Your assignment | Please copy out the lines in the entries that contain "Santíssimo".

Saved entries:

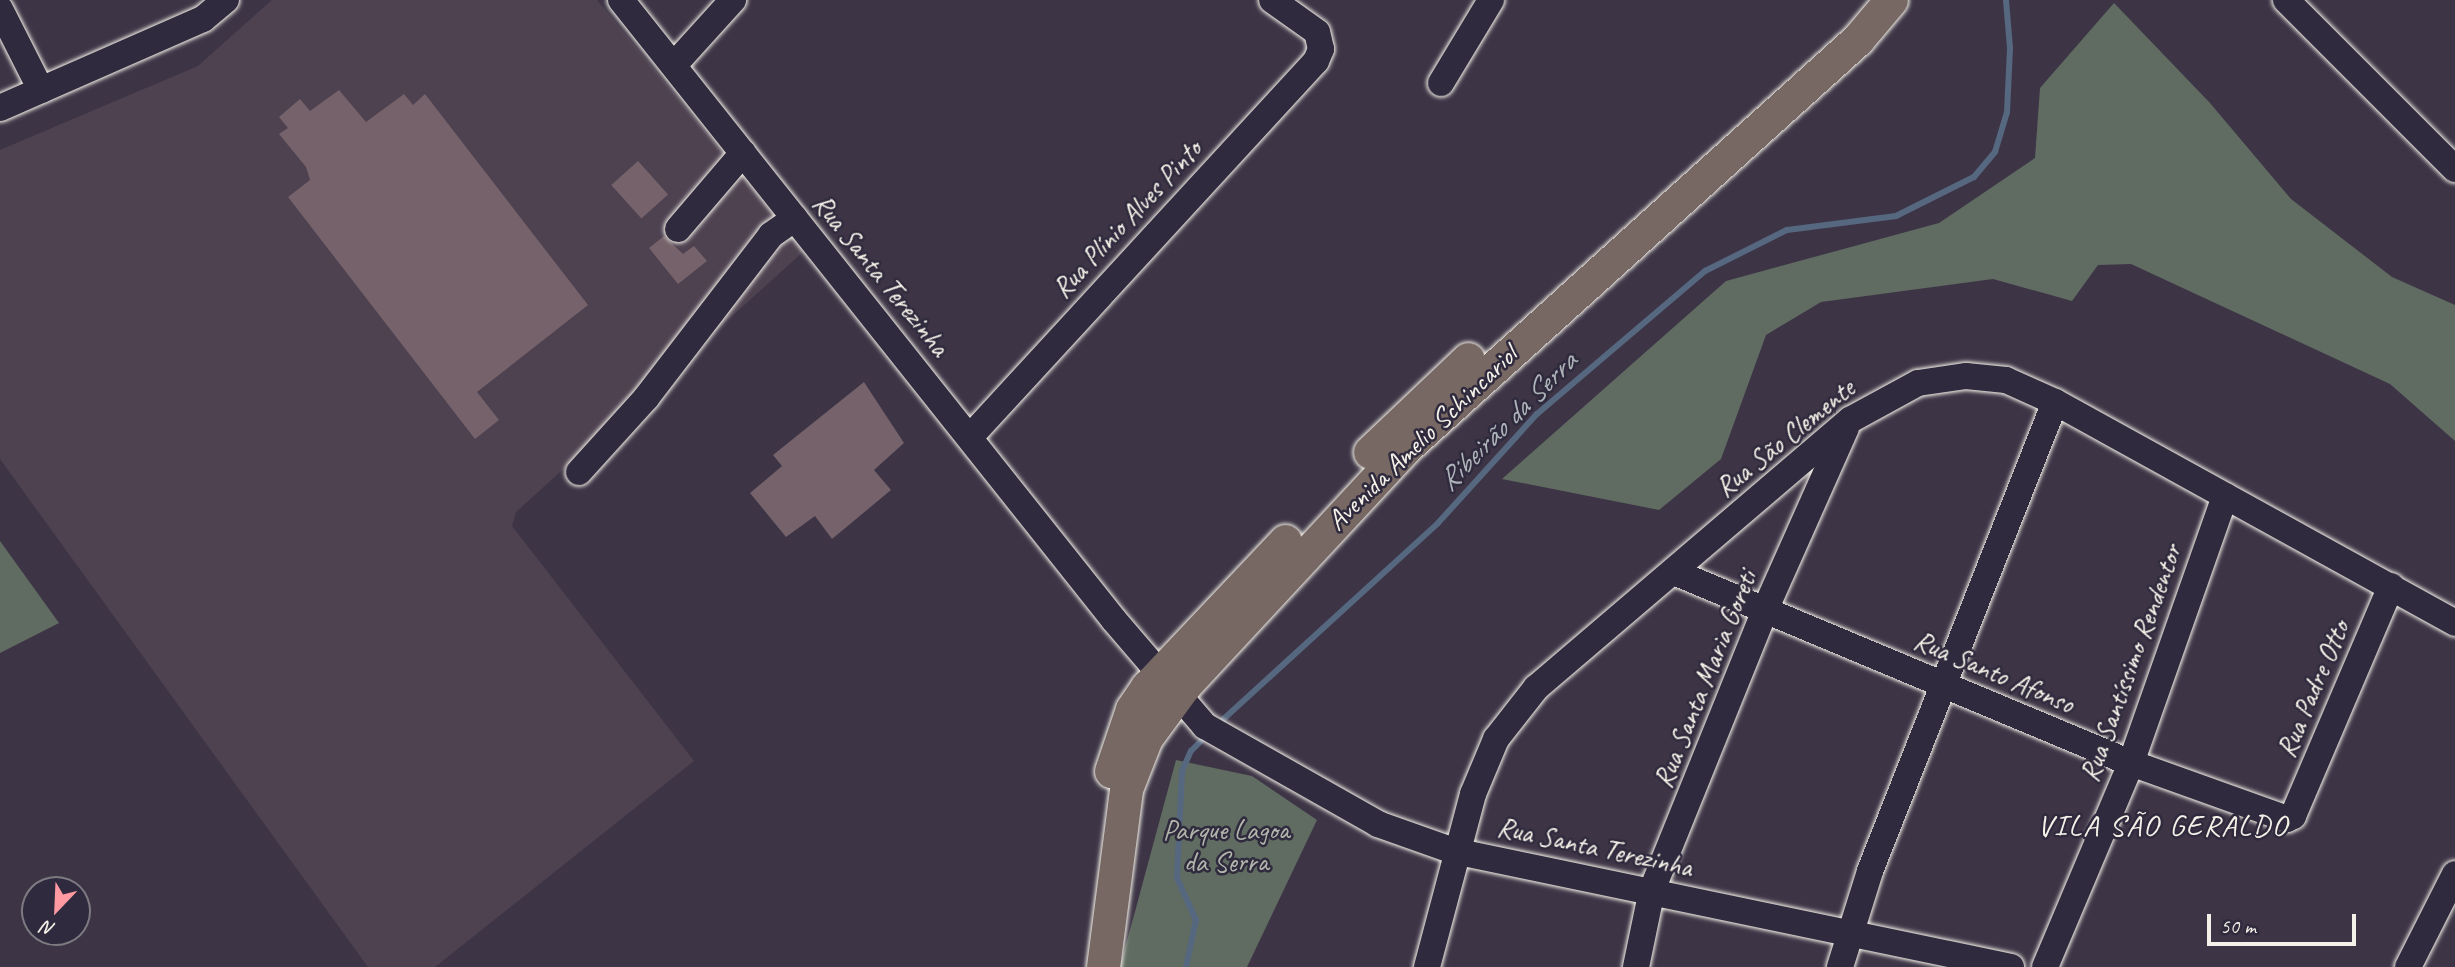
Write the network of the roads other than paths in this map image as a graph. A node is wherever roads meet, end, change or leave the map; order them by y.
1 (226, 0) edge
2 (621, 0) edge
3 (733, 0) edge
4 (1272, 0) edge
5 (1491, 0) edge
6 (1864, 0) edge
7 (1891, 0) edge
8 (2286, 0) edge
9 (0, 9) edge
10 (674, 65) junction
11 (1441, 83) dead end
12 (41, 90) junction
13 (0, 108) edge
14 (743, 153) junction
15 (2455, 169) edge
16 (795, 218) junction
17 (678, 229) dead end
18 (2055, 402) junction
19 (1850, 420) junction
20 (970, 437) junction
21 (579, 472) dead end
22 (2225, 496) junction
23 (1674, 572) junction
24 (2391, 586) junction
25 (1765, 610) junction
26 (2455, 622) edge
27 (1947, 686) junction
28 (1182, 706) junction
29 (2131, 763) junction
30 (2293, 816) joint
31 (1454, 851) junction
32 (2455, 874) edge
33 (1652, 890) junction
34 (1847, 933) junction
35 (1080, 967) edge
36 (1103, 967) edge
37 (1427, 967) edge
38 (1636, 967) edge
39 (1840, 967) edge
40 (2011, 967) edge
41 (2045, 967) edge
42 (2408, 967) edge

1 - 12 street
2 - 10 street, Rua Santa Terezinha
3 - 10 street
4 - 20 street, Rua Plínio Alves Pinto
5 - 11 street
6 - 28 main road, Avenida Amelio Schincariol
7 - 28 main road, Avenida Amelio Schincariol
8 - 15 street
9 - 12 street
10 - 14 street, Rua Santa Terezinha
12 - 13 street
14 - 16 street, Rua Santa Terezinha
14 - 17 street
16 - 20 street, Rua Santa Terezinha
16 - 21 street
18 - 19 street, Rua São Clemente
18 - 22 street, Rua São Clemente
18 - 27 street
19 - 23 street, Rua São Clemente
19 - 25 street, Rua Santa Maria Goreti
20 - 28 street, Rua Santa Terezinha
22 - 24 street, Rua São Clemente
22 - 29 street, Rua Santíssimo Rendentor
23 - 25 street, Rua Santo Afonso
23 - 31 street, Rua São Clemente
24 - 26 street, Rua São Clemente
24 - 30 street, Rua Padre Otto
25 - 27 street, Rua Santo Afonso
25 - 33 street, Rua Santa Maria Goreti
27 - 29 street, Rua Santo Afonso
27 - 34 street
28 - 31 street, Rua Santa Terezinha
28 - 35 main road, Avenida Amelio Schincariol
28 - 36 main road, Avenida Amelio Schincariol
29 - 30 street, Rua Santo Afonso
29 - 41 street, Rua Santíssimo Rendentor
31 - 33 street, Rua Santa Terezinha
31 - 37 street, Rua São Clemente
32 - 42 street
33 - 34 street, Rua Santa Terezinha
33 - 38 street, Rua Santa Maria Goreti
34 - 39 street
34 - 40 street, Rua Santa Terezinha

Output of the task |
22 - 29 street, Rua Santíssimo Rendentor
29 - 41 street, Rua Santíssimo Rendentor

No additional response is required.